**Exercise description:** Please find all lines containing "bends" in the listing below and copy them.

**Recorded data:**
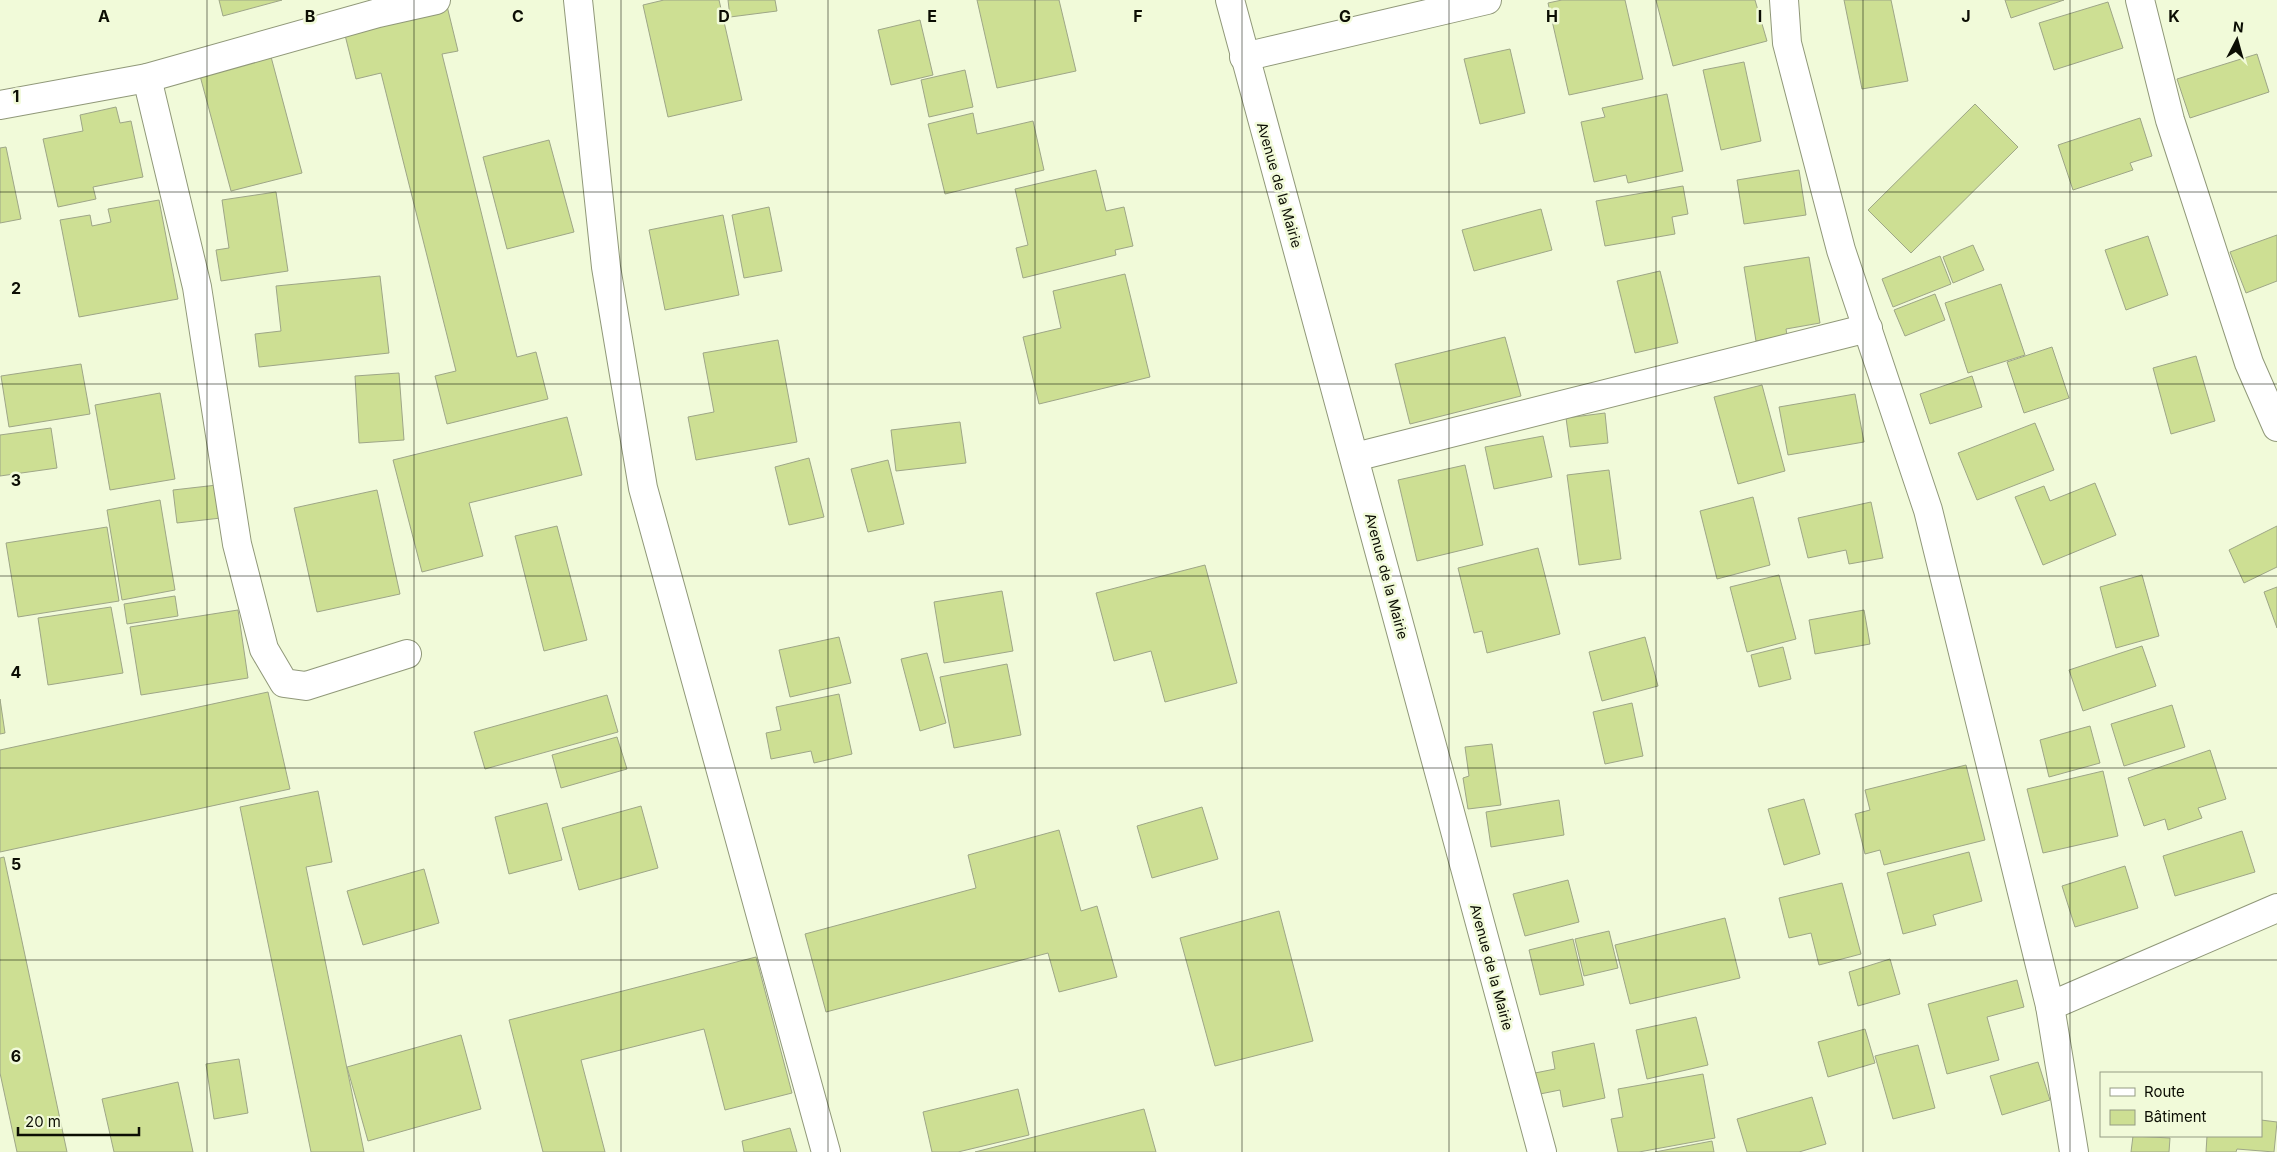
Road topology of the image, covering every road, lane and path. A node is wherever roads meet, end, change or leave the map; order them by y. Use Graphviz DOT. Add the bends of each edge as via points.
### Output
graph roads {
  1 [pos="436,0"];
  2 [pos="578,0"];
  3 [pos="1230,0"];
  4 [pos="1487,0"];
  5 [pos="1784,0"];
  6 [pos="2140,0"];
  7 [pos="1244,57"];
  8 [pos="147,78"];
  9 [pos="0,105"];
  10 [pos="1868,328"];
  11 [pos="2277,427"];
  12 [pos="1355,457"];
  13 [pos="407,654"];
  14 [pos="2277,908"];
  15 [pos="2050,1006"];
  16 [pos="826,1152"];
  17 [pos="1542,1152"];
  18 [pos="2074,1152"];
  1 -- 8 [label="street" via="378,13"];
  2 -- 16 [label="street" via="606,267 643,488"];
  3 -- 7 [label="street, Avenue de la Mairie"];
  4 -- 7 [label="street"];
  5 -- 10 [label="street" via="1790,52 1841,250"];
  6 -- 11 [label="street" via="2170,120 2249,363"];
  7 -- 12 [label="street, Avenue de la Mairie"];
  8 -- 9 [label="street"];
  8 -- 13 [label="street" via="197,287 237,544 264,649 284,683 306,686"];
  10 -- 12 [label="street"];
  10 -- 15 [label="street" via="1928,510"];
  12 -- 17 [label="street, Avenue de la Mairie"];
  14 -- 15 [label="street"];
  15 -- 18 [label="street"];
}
---
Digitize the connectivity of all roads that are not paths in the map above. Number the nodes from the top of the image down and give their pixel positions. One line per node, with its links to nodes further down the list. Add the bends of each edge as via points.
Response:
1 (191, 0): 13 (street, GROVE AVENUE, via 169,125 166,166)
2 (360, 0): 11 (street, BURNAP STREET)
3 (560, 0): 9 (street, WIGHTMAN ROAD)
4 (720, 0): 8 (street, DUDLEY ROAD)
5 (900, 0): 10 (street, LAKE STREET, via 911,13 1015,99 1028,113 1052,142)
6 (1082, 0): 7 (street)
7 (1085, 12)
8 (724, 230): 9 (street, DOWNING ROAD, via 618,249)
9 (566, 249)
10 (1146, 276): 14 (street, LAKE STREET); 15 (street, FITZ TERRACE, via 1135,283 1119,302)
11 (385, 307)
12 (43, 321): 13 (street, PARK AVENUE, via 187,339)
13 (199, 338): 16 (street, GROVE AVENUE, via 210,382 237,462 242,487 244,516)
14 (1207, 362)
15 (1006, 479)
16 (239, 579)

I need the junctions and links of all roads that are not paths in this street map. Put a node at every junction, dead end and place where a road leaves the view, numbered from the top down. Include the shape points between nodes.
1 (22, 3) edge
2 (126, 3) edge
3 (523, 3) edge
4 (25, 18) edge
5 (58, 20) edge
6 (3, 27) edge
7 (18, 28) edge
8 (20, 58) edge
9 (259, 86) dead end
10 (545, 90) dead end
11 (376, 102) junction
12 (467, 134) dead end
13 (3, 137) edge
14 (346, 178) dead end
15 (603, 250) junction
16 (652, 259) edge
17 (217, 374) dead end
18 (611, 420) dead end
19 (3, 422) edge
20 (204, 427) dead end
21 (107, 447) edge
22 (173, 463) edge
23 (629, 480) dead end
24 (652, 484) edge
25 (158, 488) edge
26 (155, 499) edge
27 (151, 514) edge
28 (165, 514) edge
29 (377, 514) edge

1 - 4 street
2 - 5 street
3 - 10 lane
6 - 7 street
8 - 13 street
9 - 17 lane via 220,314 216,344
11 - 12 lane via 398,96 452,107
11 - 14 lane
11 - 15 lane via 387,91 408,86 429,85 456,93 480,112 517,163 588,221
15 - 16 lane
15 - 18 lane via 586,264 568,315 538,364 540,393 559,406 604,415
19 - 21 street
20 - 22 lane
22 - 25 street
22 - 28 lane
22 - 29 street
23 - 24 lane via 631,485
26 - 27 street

**Answer box:**
Road topology of the image, covering every road, lane and path. A node is wherever roads meet, end, change or leave the map; order them by y. Use Graphviz DOT. Add the bends of each edge as via points.
Digitize the connectivity of all roads that are not paths in the map above. Number the nodes from the top of the image down and give their pixel positions. One line per node, with its links to nodes further down the list. Add the bends of each edge as via points.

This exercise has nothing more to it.